**YOUR TASK**
Count the lines below that contain the word "Left", and report only that number.

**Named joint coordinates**
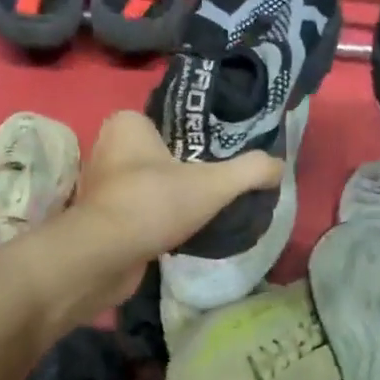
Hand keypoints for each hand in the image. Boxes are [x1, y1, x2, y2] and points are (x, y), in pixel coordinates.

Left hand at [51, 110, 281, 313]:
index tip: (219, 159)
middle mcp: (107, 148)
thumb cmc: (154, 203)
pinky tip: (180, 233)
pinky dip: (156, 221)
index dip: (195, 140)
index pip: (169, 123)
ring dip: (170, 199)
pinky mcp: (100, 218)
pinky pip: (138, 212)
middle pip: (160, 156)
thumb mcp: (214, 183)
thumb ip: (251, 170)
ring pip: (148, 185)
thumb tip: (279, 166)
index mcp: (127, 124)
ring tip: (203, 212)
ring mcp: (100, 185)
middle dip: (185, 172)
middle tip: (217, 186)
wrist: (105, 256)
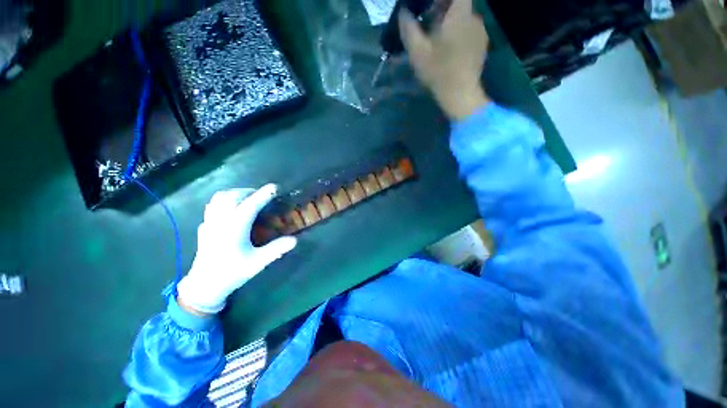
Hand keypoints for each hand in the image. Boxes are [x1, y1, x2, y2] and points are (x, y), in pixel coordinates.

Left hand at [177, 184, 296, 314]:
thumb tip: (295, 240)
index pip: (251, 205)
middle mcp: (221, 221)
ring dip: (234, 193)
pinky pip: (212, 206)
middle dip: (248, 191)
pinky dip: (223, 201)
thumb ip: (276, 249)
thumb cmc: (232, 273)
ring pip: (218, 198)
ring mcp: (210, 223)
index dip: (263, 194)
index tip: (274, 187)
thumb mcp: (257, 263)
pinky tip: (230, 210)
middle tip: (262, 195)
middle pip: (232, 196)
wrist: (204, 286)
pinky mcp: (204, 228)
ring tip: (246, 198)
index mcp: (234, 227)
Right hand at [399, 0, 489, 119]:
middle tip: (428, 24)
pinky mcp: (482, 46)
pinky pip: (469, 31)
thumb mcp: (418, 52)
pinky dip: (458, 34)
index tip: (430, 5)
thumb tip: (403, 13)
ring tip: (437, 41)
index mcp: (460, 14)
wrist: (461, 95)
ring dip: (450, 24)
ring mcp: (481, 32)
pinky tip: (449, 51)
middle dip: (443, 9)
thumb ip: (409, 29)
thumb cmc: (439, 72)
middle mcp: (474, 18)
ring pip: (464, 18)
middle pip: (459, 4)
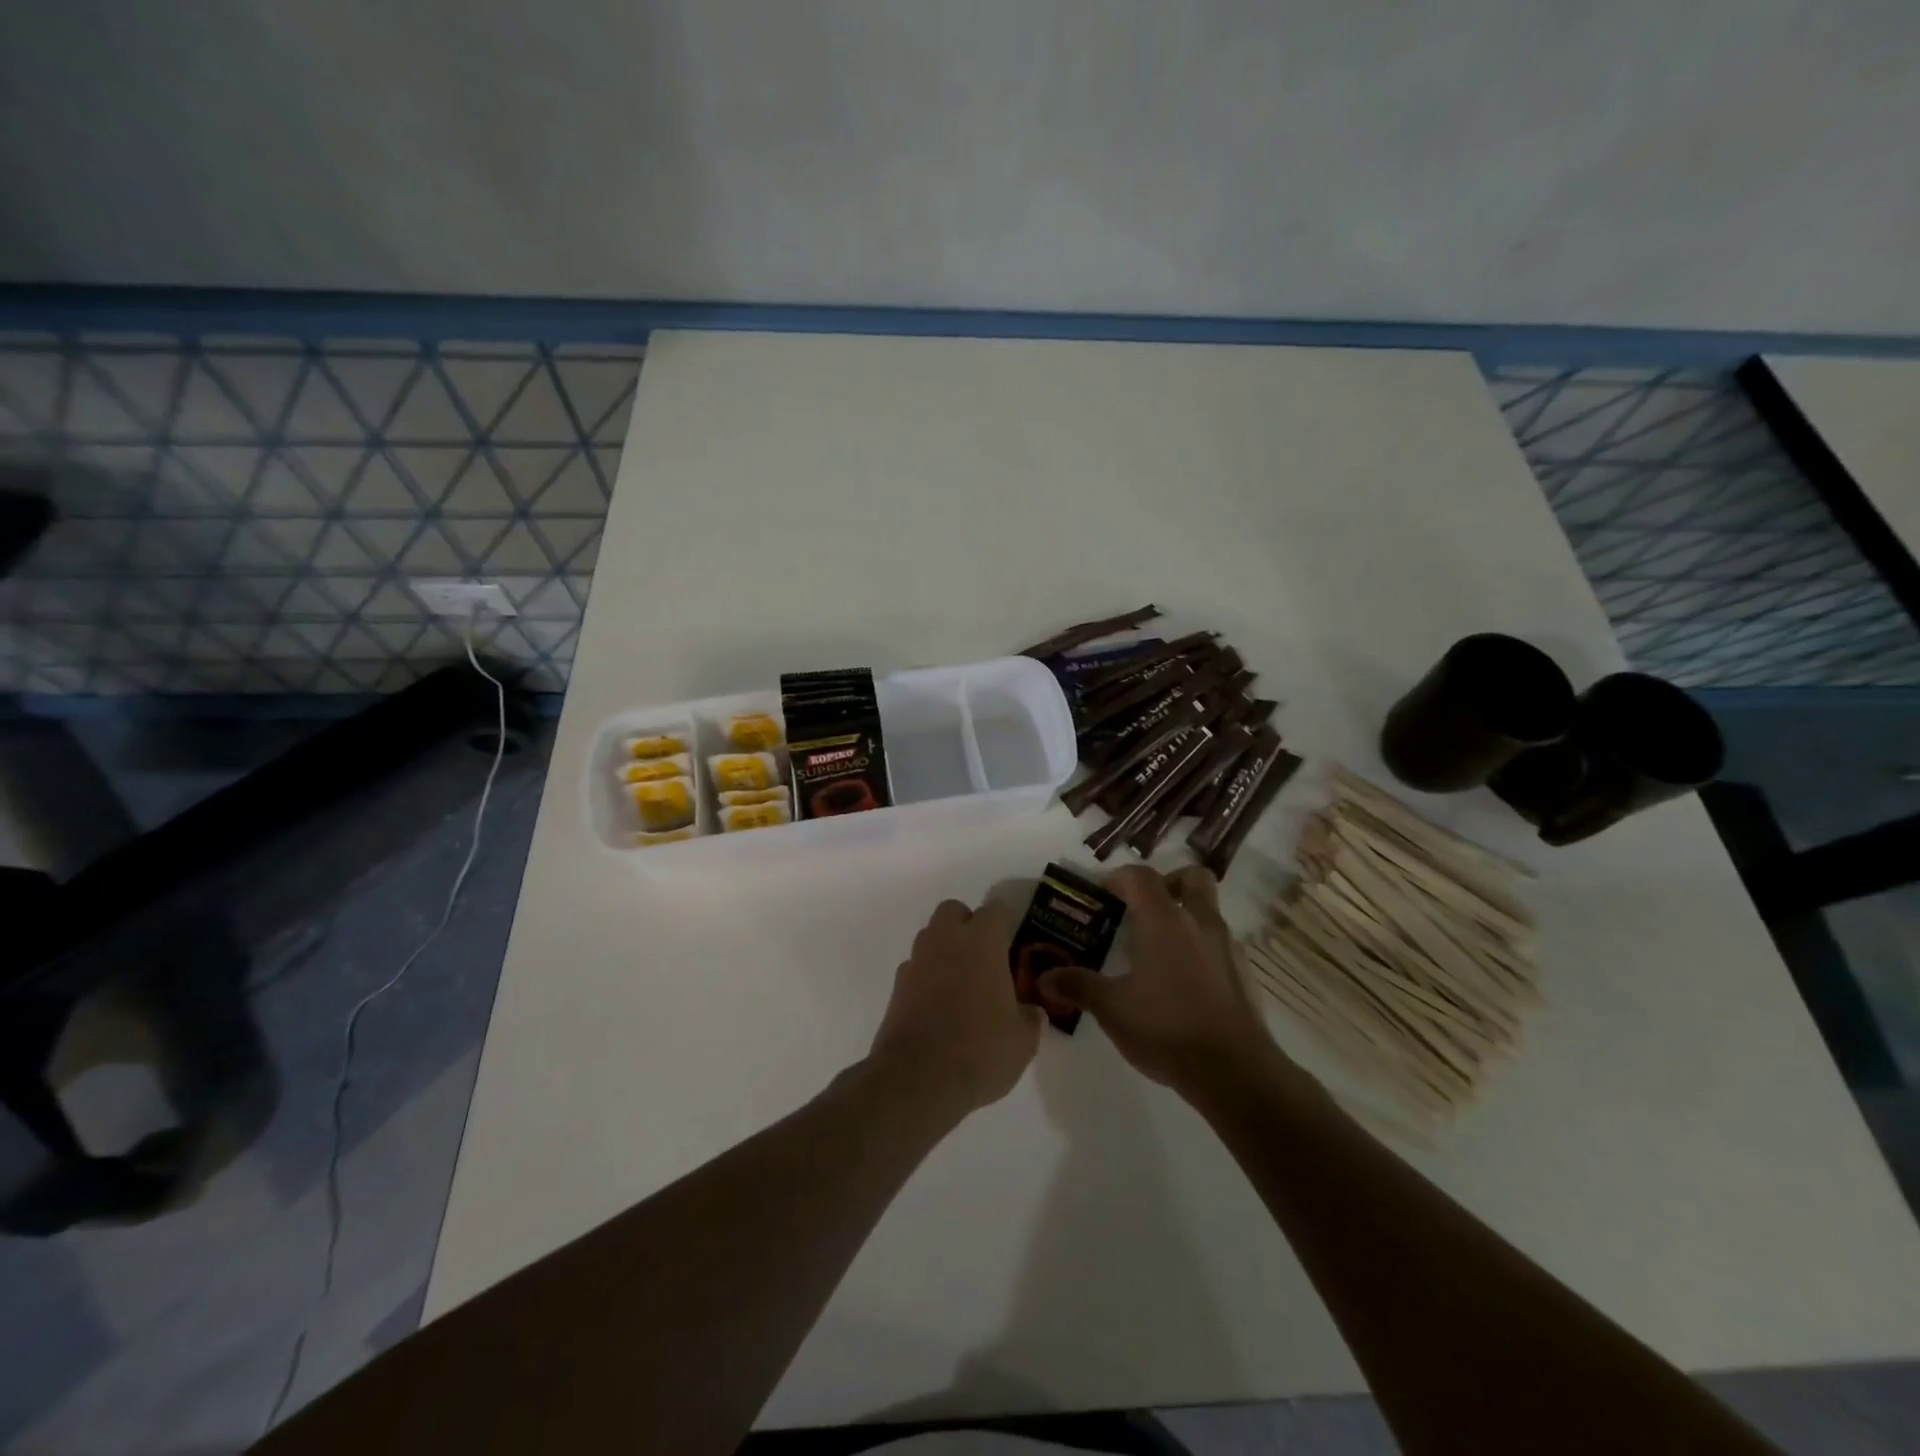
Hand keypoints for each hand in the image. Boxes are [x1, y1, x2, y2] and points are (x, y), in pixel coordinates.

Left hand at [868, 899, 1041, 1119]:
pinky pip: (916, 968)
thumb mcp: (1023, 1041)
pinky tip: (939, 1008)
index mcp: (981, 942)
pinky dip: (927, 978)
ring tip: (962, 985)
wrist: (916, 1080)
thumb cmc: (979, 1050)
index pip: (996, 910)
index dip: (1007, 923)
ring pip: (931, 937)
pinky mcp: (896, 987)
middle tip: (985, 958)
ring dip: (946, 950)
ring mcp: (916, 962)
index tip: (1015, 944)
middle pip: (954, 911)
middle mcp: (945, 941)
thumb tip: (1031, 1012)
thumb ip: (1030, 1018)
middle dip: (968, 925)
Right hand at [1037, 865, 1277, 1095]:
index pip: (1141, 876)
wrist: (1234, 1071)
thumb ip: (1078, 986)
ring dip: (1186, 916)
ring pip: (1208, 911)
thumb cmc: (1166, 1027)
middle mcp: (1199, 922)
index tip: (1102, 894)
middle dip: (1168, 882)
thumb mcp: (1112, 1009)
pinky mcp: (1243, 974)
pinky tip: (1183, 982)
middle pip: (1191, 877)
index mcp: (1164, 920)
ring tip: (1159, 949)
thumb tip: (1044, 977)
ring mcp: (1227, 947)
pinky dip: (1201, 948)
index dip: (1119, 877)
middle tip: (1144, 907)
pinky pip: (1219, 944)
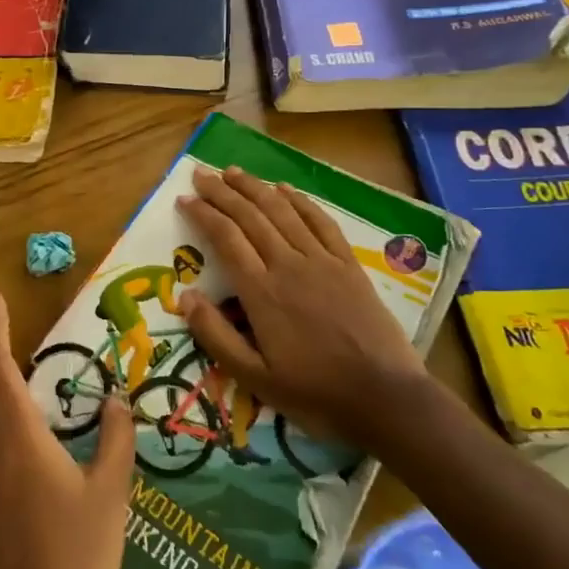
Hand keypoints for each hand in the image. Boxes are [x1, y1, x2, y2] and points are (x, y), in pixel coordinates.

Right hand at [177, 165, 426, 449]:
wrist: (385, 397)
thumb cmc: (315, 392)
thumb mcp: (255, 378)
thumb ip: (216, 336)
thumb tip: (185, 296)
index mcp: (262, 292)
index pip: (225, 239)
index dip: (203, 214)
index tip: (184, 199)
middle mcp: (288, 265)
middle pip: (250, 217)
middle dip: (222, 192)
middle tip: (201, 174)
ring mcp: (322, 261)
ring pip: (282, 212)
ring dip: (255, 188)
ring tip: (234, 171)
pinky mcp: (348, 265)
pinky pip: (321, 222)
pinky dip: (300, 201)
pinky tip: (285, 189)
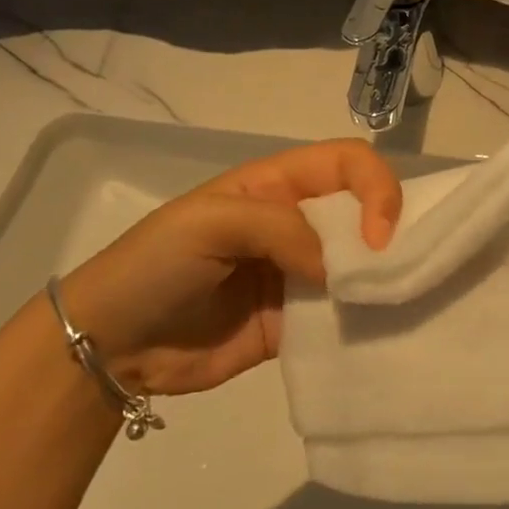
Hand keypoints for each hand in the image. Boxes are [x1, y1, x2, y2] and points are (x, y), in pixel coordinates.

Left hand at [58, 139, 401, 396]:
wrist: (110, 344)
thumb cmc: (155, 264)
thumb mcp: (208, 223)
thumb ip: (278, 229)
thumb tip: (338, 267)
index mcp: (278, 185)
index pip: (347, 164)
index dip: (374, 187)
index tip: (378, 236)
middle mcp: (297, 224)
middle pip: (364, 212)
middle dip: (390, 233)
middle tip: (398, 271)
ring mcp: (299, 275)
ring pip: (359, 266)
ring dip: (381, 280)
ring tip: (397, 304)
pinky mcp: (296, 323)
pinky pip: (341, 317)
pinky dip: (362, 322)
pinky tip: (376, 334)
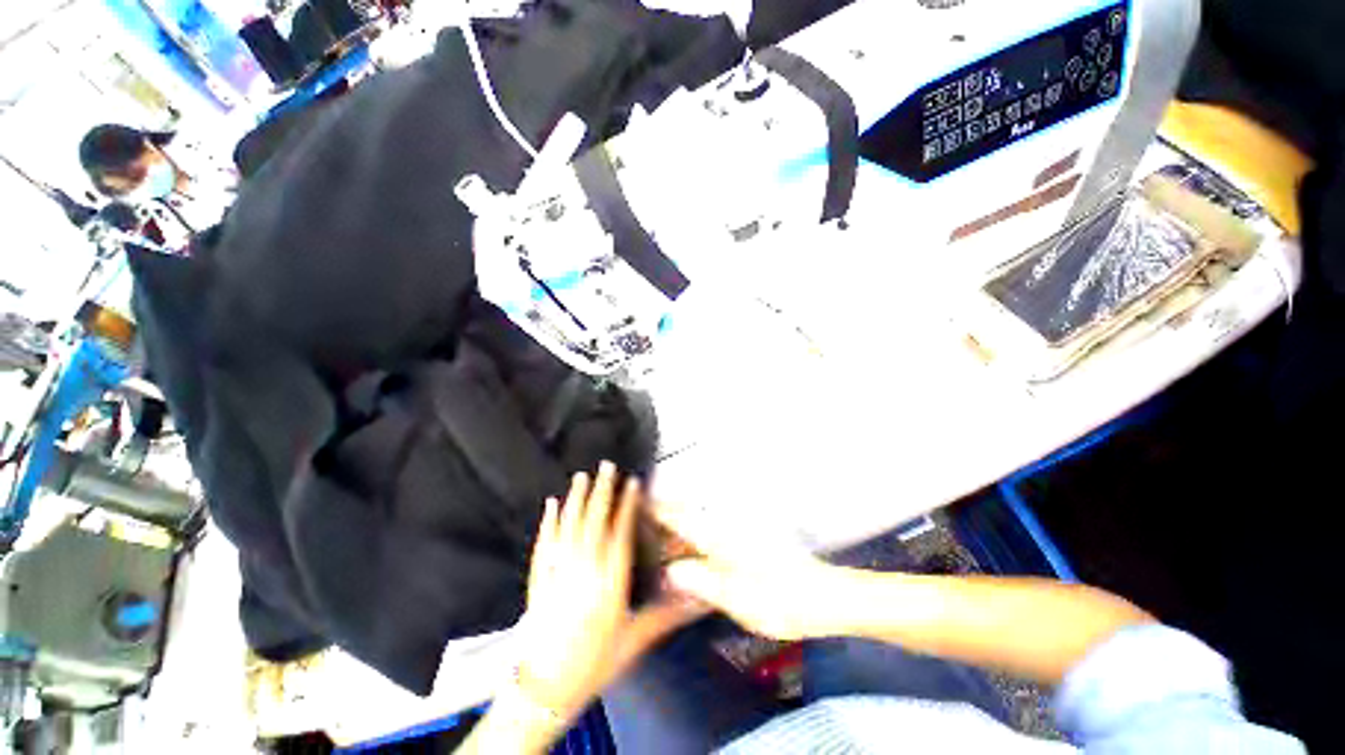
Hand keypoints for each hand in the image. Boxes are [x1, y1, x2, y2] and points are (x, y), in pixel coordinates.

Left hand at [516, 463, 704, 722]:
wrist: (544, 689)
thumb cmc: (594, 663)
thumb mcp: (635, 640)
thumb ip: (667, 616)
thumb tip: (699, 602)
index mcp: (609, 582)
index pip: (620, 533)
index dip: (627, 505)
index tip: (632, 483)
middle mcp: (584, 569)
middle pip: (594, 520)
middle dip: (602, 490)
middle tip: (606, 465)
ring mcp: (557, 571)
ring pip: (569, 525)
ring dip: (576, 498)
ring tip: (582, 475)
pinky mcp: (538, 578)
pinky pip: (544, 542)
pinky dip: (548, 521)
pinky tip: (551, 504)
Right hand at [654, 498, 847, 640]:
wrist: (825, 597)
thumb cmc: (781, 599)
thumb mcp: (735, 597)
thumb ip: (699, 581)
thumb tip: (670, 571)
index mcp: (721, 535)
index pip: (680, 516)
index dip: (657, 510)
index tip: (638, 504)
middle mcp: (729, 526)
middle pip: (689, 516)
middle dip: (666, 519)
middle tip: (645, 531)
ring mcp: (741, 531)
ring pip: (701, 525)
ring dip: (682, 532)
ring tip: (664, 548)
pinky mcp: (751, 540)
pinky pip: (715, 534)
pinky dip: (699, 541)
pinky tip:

**TASK ANSWER**
5